Understanding a removable discontinuity can feel like joining two puzzle pieces that almost fit together: They're meant to be united but there's a tiny gap. In mathematics, removable discontinuity occurs when a function is not defined at some point, yet the limit exists as it approaches that point.

Imagine you're graphing a function and suddenly you need to lift your pencil off the paper for just one spot, then continue drawing without any jumps or interruptions. That's similar to a removable discontinuity. Often, this can be 'fixed' or 'removed' simply by redefining the function at that single point. A classic example is the hole in the graph of a function, where if that hole was filled, the function would be continuous again.

On the other hand, a nonremovable discontinuity is like a bridge out on a road: There's no easy way to smoothly continue without a leap. This occurs in functions where the limit does not exist as we approach the point of discontinuity.

A common type of nonremovable discontinuity is a vertical asymptote, which is what the given exercise with the function f(x) = \(\frac{4}{x-6}\) presents.
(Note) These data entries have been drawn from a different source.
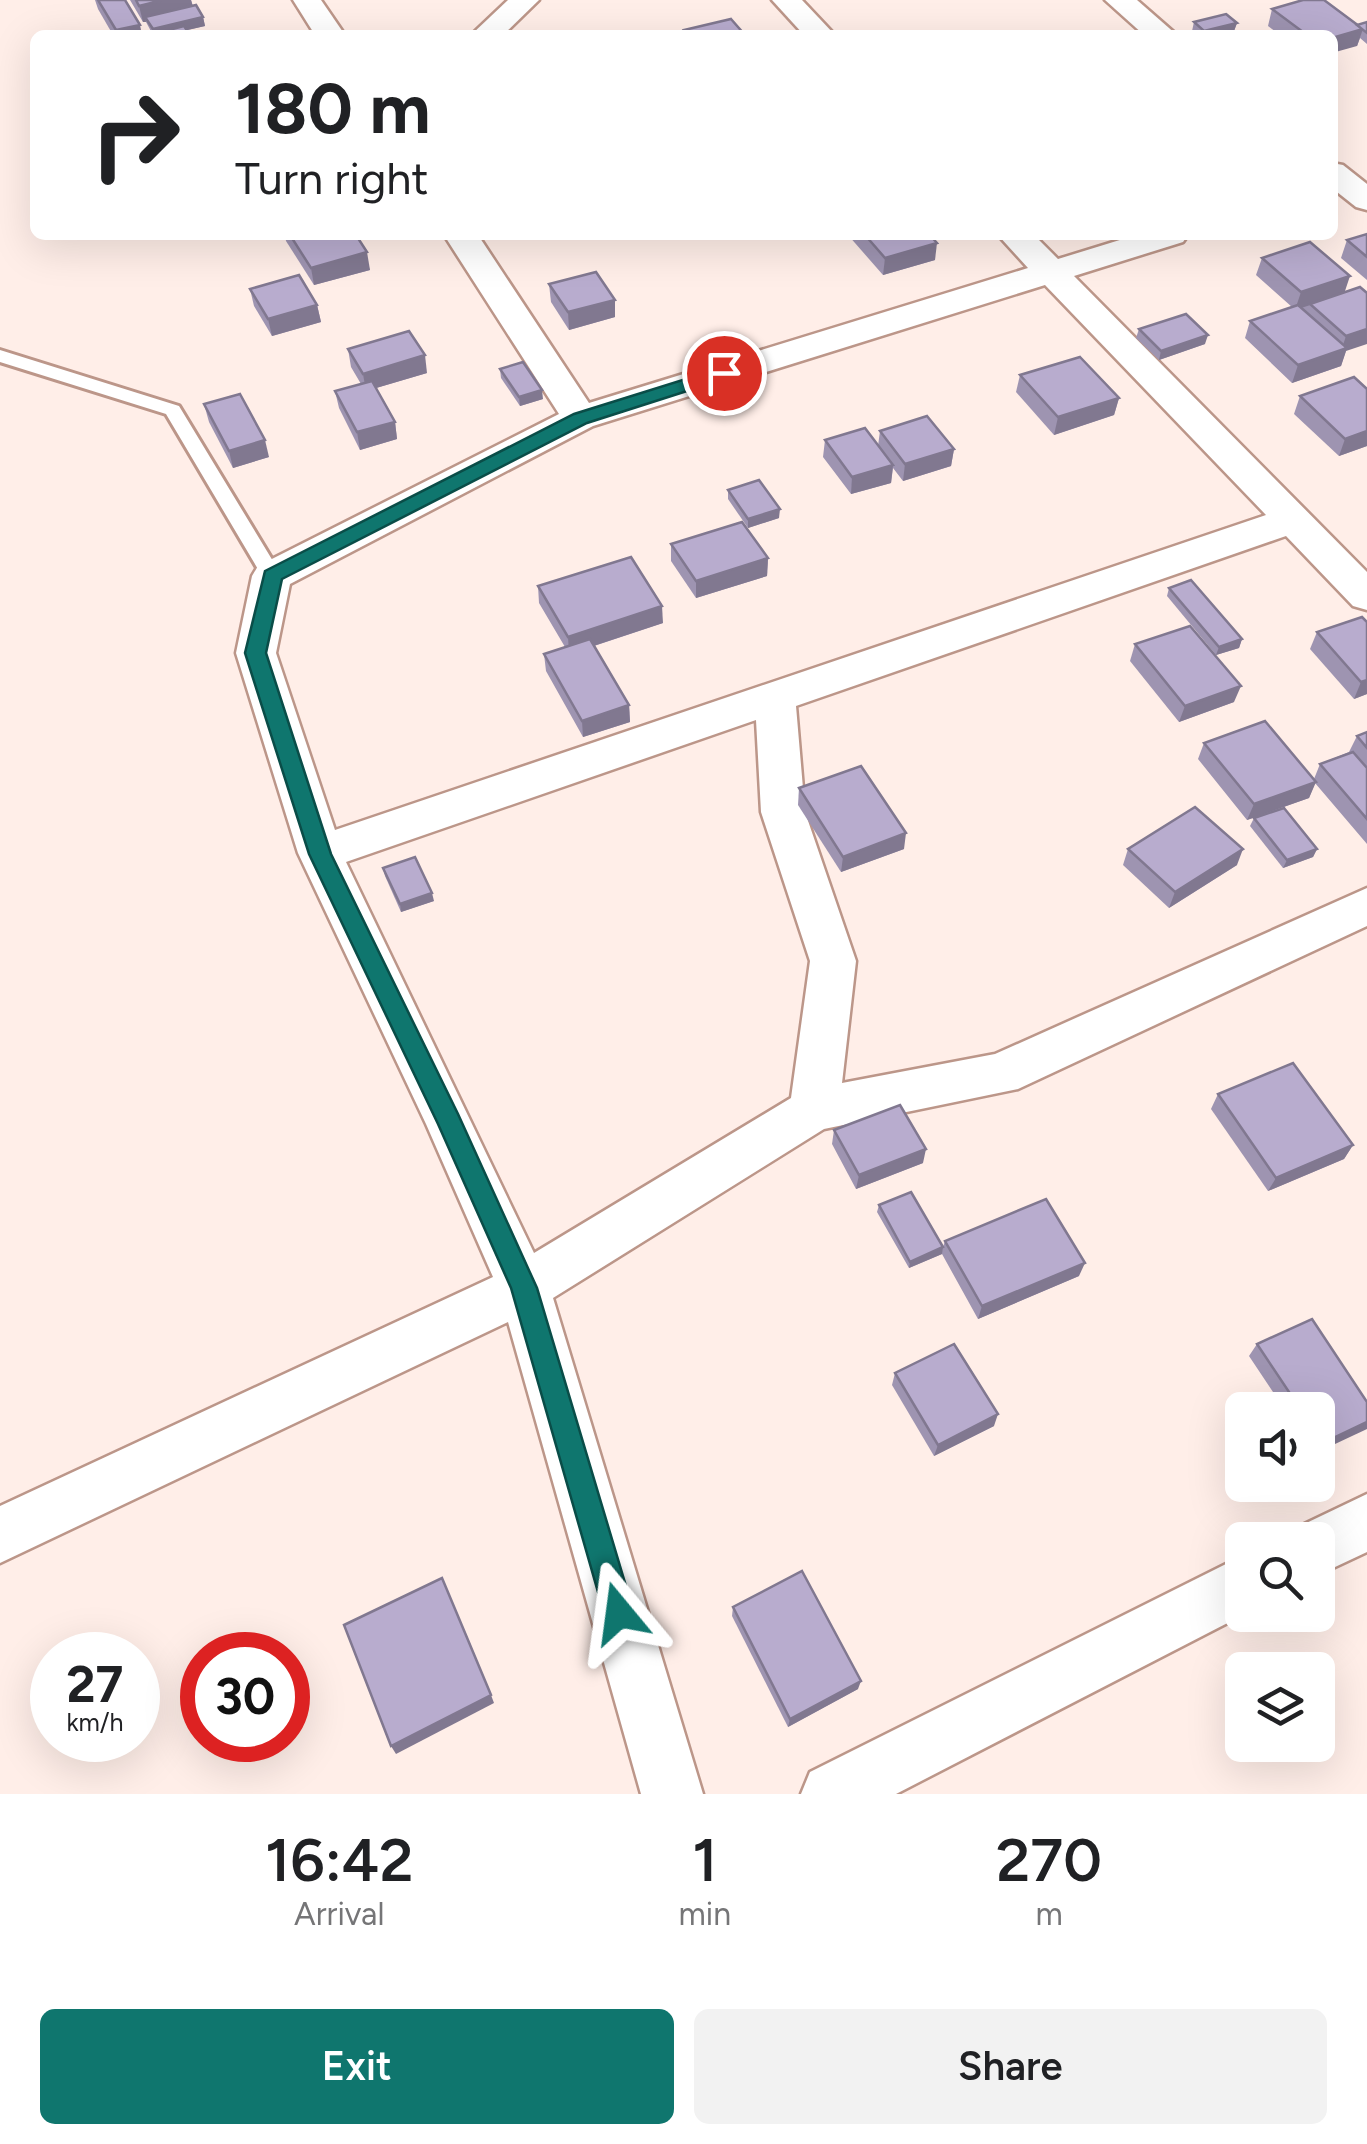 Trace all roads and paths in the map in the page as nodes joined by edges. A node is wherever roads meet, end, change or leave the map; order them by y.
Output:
1 (308, 0) edge
2 (526, 0) edge
3 (786, 0) edge
4 (1119, 0) edge
5 (327, 30) edge
6 (492, 30) edge
7 (815, 30) edge
8 (1156, 30) edge
9 (464, 240) edge
10 (1020, 240) edge
11 (1154, 240) edge
12 (1049, 270) junction
13 (0, 356) edge
14 (580, 418) junction
15 (1293, 520) junction
16 (272, 576) junction
17 (1367, 596) edge
18 (775, 697) junction
19 (320, 854) junction
20 (1367, 906) edge
21 (814, 1110) junction
22 (524, 1288) junction
23 (1367, 1522) edge
24 (0, 1536) edge
25 (1335, 1538) edge
26 (1225, 1594) edge
27 (672, 1794) edge
28 (832, 1794) edge

1 - 5 street
2 - 6 street
3 - 7 street
4 - 8 street
9 - 14 street
10 - 12 street
11 - 12 street
12 - 14 street
12 - 15 street
13 - 16 lane
14 - 16 street
15 - 17 street
15 - 18 street
16 - 19 street
18 - 19 street
18 - 21 street
19 - 22 street
20 - 21 street
21 - 22 street
22 - 24 street
22 - 27 street
23 - 25 street
26 - 28 street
Here, at x = 6, the graph of the function doesn't approach a finite value but instead heads off towards infinity. So there's no 'small fix' to connect the function values, making the discontinuity nonremovable.
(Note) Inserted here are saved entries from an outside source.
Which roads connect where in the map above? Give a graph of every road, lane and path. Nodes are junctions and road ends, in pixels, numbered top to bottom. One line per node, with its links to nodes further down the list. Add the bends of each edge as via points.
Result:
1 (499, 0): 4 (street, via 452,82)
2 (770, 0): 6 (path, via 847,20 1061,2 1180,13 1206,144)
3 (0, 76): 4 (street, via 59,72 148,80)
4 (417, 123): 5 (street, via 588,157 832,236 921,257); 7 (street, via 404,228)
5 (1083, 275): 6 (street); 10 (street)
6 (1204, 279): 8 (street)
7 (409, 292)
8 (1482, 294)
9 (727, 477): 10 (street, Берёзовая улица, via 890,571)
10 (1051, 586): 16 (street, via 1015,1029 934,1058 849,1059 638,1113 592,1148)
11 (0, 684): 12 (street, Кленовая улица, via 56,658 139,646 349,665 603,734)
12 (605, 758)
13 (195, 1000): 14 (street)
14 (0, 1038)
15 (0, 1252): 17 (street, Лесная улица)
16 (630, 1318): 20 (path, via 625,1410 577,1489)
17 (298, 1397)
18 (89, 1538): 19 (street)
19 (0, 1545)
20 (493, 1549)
The concept of limits is pivotal in calculus and involves predicting the values that a function approaches as the input gets closer to a certain point. It's like watching a butterfly flit towards a flower — you're almost certain where it will land, but you can't be entirely sure until it does.

In our exercise context, the limit forms the core tool in determining the type of discontinuity. If the limit of f(x) as x approaches a particular point exists and is finite, we are dealing with a removable discontinuity. If the limit does not exist or is infinite, like the case of f(x) = \(\frac{4}{x-6}\) as x approaches 6, the discontinuity is nonremovable.

Identifying discontinuities is a critical skill in calculus, akin to a detective finding clues and piecing together what happened at a crime scene. To spot where a function takes an unexpected turn, we search for points where the function behaves oddly — it could jump, halt, or dash off to infinity.

The investigation starts with scrutinizing the function's formula. Points where the function is undefined, like where a denominator is zero, are key places to check. Next, we apply the limits tool to determine the function's behavior approaching these points from both directions. This approach not only reveals where discontinuities lie but also categorizes them as removable or nonremovable.